• Getting the House in Order—Update on Government Workplace Relations Policy
  • December 20, 2013 | Author: Adam Salter
  • Law Firm: Jones Day - Sydney, New South Wales Office
  • As the clock strikes 100 days since the Coalition government came to power, we thought it was time to review progress on several of the Federal Government's promised industrial relations changes.

    Not Averse to Reaction When It Comes to Adverse Action. During the election campaign the Coalition undertook to clarify that the subjective intention of the decision-maker is the central consideration when it comes to employers making decisions which have an adverse effect on employees. The Coalition had also promised to convene an Australian Law Reform Commission Inquiry into the reverse onus of proof. Though there is not yet any indication as to when any changes will be introduced, the Fair Work Commission has issued a draft bench book for general protections matters and is seeking public comments by 27 December 2013.

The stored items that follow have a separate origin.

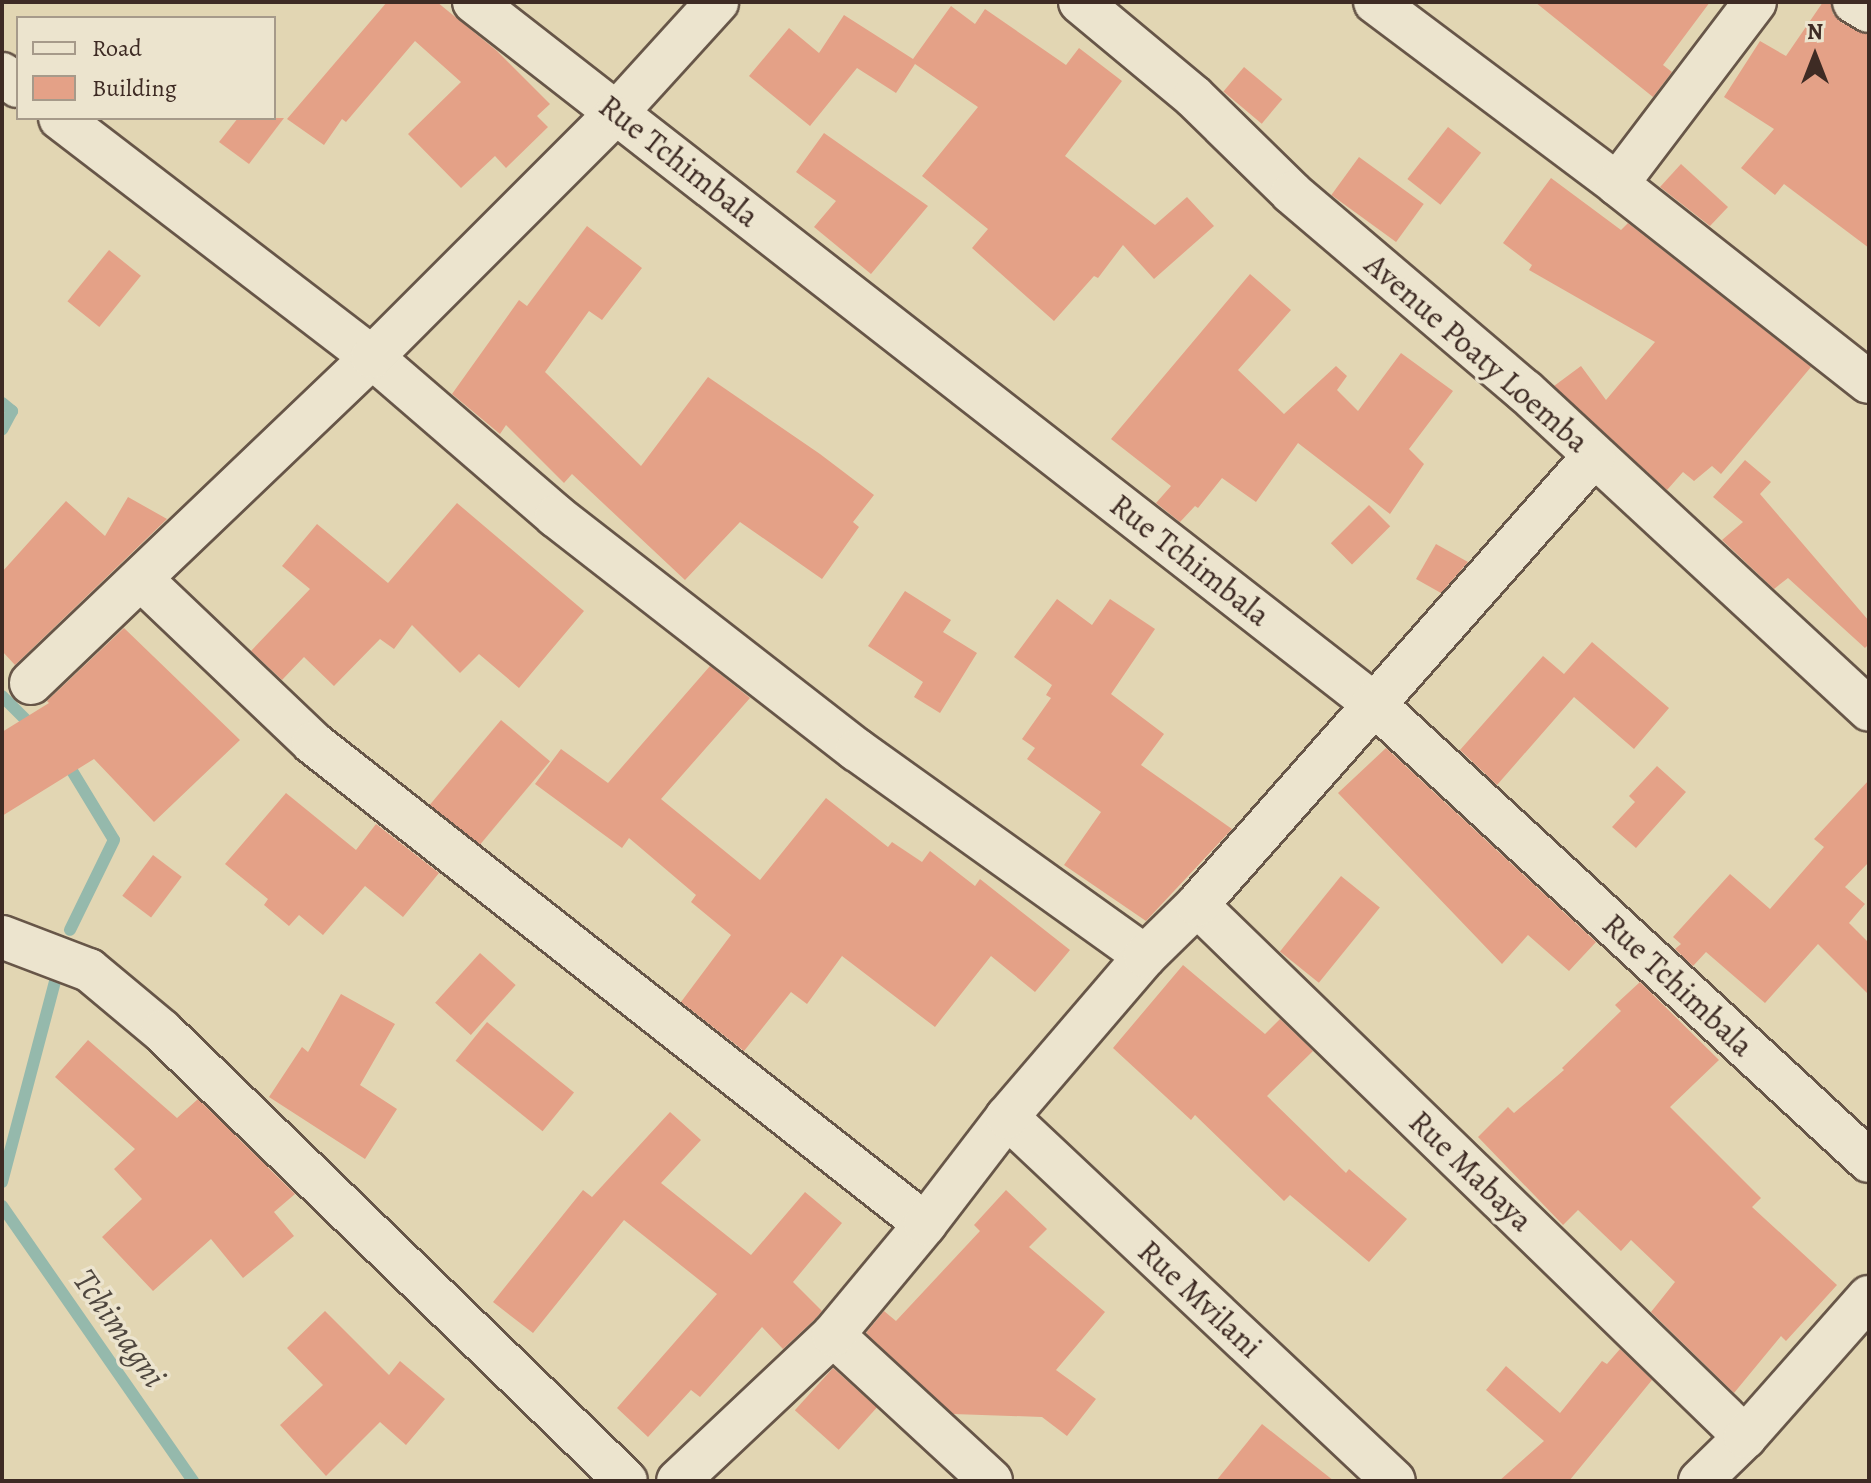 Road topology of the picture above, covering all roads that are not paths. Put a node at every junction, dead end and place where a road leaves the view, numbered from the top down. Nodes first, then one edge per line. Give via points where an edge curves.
1 (474, 2) edge
2 (717, 2) edge
3 (1080, 2) edge
4 (1375, 2) edge
5 (1755, 2) edge
6 (1854, 2) edge
7 (1869, 11) edge
8 (617, 112) junction
9 (63, 120) edge
10 (1617, 184) junction
11 (372, 357) junction
12 (1869, 382) edge
13 (1594, 456) junction
14 (142, 580) junction
15 (31, 683) dead end
16 (1373, 703) junction
17 (1869, 710) edge
18 (1197, 905) junction
19 (2, 937) edge
20 (1145, 956) junction
21 (1007, 1117) junction
22 (1869, 1161) edge
23 (925, 1224) junction
24 (1869, 1297) edge
25 (833, 1335) junction
26 (1745, 1437) junction
27 (626, 1481) edge
28 (678, 1481) edge
29 (991, 1481) edge
30 (1394, 1481) edge
31 (1700, 1481) edge

1 - 8 street, Rue Tchimbala
2 - 8 street
3 - 13 street, Avenue Poaty Loemba via 1194,97 1292,193
4 - 10 street
5 - 10 street
6 - 7 street
8 - 11 street
8 - 16 street, Rue Tchimbala
9 - 11 street
10 - 12 street
11 - 14 street
11 - 20 street via 556,516 832,730
13 - 16 street
13 - 17 street, Avenue Poaty Loemba
14 - 15 street
14 - 23 street via 313,743
16 - 18 street
16 - 22 street, Rue Tchimbala
18 - 20 street
18 - 26 street, Rue Mabaya
19 - 27 street via 89,970 162,1031
20 - 21 street
21 - 23 street
21 - 30 street, Rue Mvilani
23 - 25 street
24 - 26 street
25 - 28 street
25 - 29 street
26 - 31 street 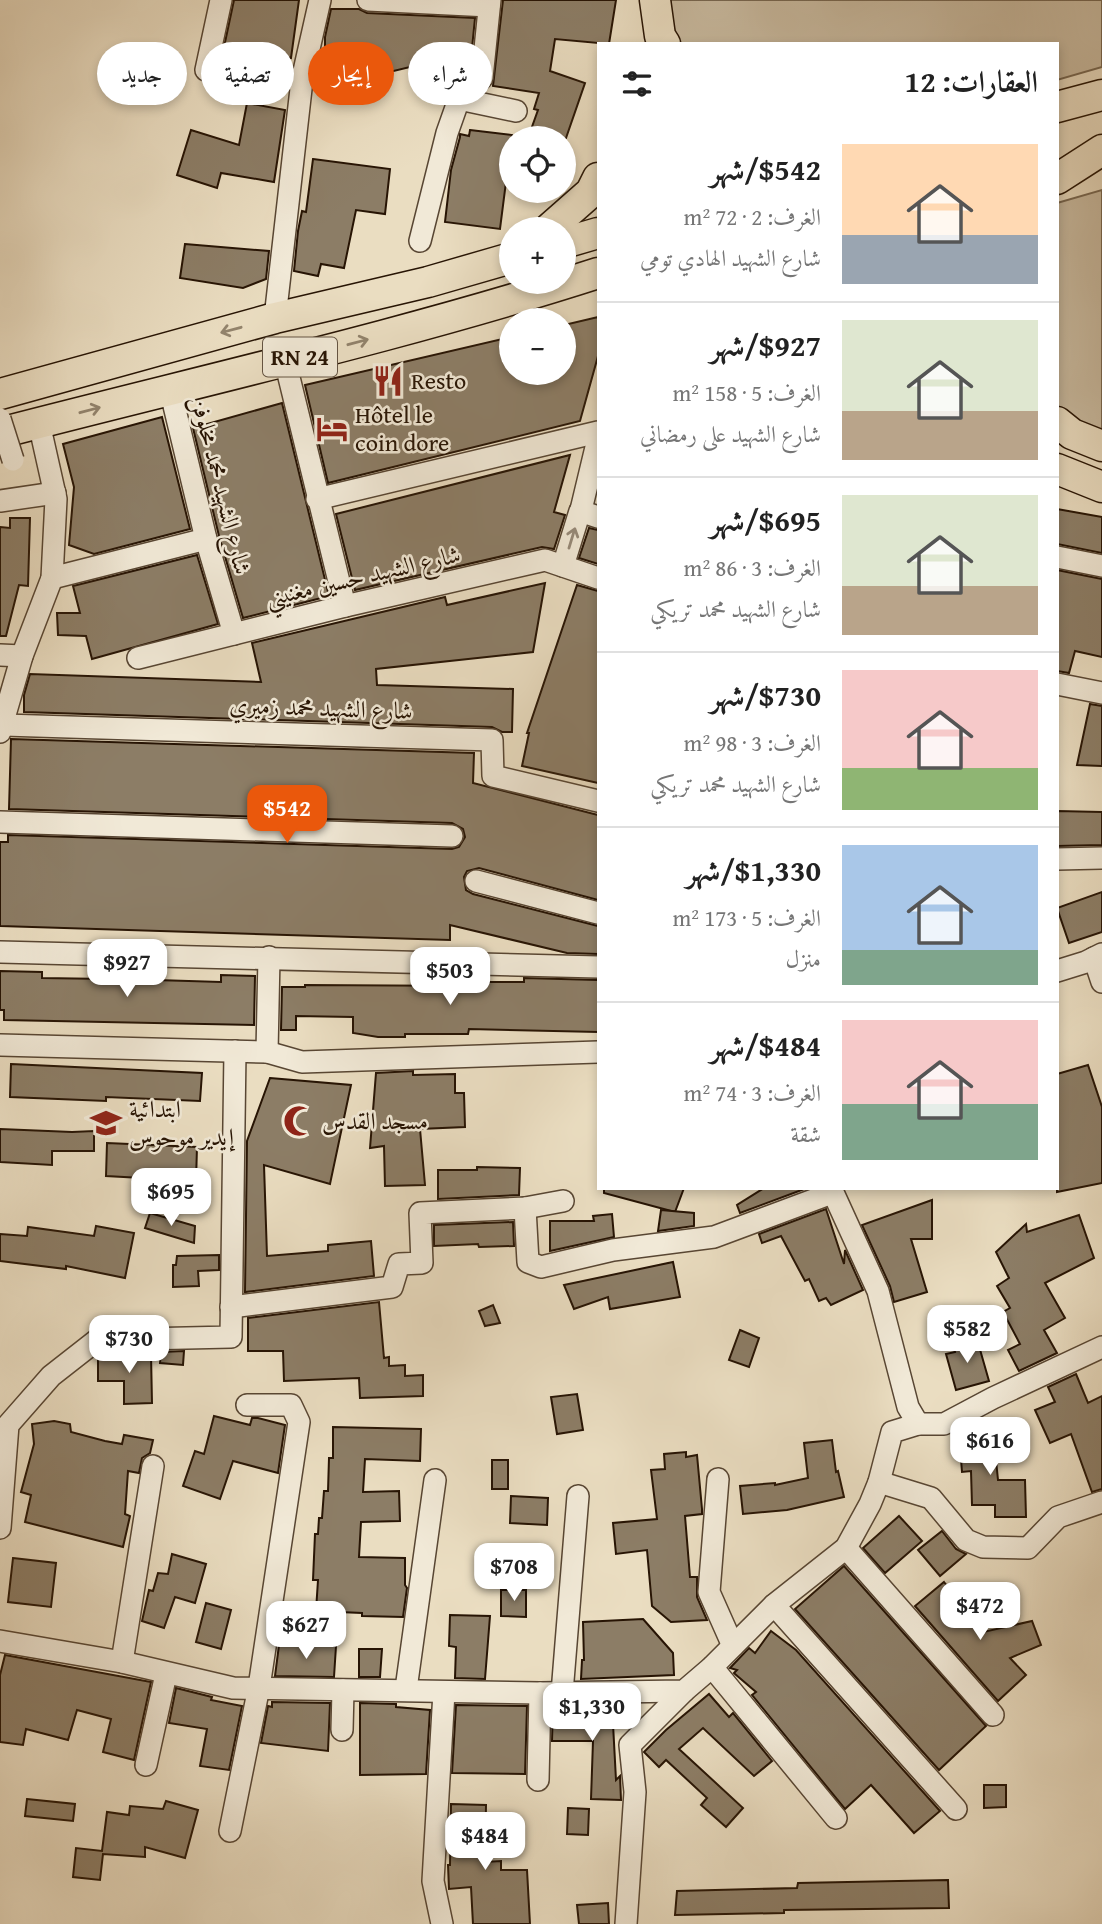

    Union Regulation. The Coalition flagged the introduction of new union official duties as well as a new regulator (to sit within the Fair Work Ombudsman). The Government has now introduced the Fair Work (Registered Organisations) Amendment Bill which passed through the Federal lower house, the House of Representatives, on 12 December 2013. The Bill, if passed in its current form, proposes several changes which will take effect early next year, including:

    • establishing an independent authority from 1 July 2014 within the Fair Work Ombudsman to monitor and regulate registered organizations (i.e. unions);

    • new investigations powers;

    • increasing disclosure requirements of earnings of top union officers; and

    • increasing penalties including criminal penalties for breaches of officers' duties (these are likely to reflect obligations of directors pursuant to the Corporations Act 2001 (Cth)).